On March 6, 2005, about 1346 central standard time, a 1973 Cessna 177RG, N2019Q, owned and piloted by a private pilot, sustained substantial damage during a forced landing following a loss of engine power while maneuvering near Rochester Minnesota. The 14 CFR Part 91 personal flight was operating in visual meteorological conditions without a flight plan. The passenger received serious injuries and the pilot received minor injuries. The local flight originated about 1330.

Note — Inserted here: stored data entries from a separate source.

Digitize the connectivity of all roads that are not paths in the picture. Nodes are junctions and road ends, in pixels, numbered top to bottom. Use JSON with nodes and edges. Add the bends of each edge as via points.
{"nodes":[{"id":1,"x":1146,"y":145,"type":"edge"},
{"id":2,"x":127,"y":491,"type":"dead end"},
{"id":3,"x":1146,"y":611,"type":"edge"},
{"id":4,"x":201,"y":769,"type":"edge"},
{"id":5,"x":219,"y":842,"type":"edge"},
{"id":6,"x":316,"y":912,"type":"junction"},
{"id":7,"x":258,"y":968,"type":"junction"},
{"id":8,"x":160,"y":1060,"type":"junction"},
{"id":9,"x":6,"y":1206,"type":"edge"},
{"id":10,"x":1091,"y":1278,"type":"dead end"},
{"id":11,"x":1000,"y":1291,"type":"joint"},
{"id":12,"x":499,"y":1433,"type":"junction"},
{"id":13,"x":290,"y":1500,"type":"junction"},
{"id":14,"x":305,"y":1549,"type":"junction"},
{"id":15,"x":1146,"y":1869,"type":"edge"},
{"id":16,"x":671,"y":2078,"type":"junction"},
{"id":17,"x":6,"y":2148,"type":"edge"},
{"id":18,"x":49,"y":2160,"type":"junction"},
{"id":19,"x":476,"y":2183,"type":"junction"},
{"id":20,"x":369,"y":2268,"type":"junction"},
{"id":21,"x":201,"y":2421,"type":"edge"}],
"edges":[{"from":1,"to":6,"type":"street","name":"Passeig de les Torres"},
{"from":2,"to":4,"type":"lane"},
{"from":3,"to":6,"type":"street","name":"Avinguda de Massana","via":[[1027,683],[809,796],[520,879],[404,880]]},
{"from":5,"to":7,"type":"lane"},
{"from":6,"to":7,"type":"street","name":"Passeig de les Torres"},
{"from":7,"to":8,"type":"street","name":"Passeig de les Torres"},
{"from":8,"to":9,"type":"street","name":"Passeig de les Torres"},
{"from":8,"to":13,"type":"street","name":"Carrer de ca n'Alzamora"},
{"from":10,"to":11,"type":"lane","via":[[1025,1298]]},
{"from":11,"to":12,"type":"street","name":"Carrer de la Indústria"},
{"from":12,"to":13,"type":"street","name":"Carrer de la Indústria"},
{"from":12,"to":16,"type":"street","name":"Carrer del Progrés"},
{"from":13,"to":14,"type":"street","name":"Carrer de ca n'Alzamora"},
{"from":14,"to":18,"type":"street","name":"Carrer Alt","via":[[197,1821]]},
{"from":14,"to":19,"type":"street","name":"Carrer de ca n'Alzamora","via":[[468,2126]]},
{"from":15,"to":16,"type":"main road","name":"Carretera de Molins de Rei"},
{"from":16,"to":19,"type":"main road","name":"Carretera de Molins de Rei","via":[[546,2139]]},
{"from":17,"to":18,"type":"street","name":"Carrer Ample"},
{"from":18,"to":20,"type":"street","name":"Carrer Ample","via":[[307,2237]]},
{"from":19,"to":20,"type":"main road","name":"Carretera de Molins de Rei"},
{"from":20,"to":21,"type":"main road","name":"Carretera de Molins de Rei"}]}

The pilot reported that on the accident flight he checked the oil pressure before takeoff and during the flight. He said that the last time he checked the oil pressure was about 3 to 4 minutes prior to the engine failure. He stated that after over flying his residence the engine began to vibrate "fiercely" and then seized as he attempted to reduce power. The pilot stated that he attempted to land on a local highway and the right wing struck a tree during the landing. The pilot stated that the airplane then came to rest in a field adjacent to the runway.

The pilot reported that an annual inspection had just been completed on the airplane. He stated that he and his son assisted the mechanic by operating the engine while the mechanic checked for leaks. The pilot reported that no leaks were found.

Examination of the airplane's engine subsequent to the accident revealed an oil leak that was traced to the propeller governor mounting pad. The propeller governor mounting nuts were found to be torqued slightly more than finger tight. The aircraft maintenance manual specifies a torque range of 100 to 150 inch pounds of torque for the mounting nuts. In addition, it was found that there were only 3 lock washers and 2 flat washers distributed between the 4 mounting nuts. Further examination of the propeller governor installation revealed a single gasket between the propeller governor and the engine accessory case. The maintenance manual for Cessna 177 airplanes produced between 1971 and 1975 indicated the use of a single gasket during installation of the propeller governor. The maintenance manual for Cessna 177 airplanes produced between 1976 and 1978 indicated the use of 2 gaskets separated by a plate in accordance with Lycoming Service Instruction 1438 or the latest revision. Additionally, Lycoming Service Instruction 1438 stated that the use of 2 gaskets separated by a plate are necessary "to eliminate the possibility of oil leakage between the propeller governor and the accessory housing."

Further examination of the engine revealed that the oil level was below the bottom of the oil dipstick and that the number 4 connecting rod was broken.

According to maintenance records, the date of the annual inspection was March 2, 2005. The maintenance records indicated that the propeller governor was removed, overhauled, and reinstalled during the annual inspection.

NTSB Probable Cause

The loss of engine power due to oil starvation and the subsequent failure of a connecting rod. Additional causes were the improper maintenance due to under-torqued fasteners, and inadequate airframe manufacturer maintenance procedures resulting in an improper oil gasket installation. The tree encountered during the forced landing was a factor.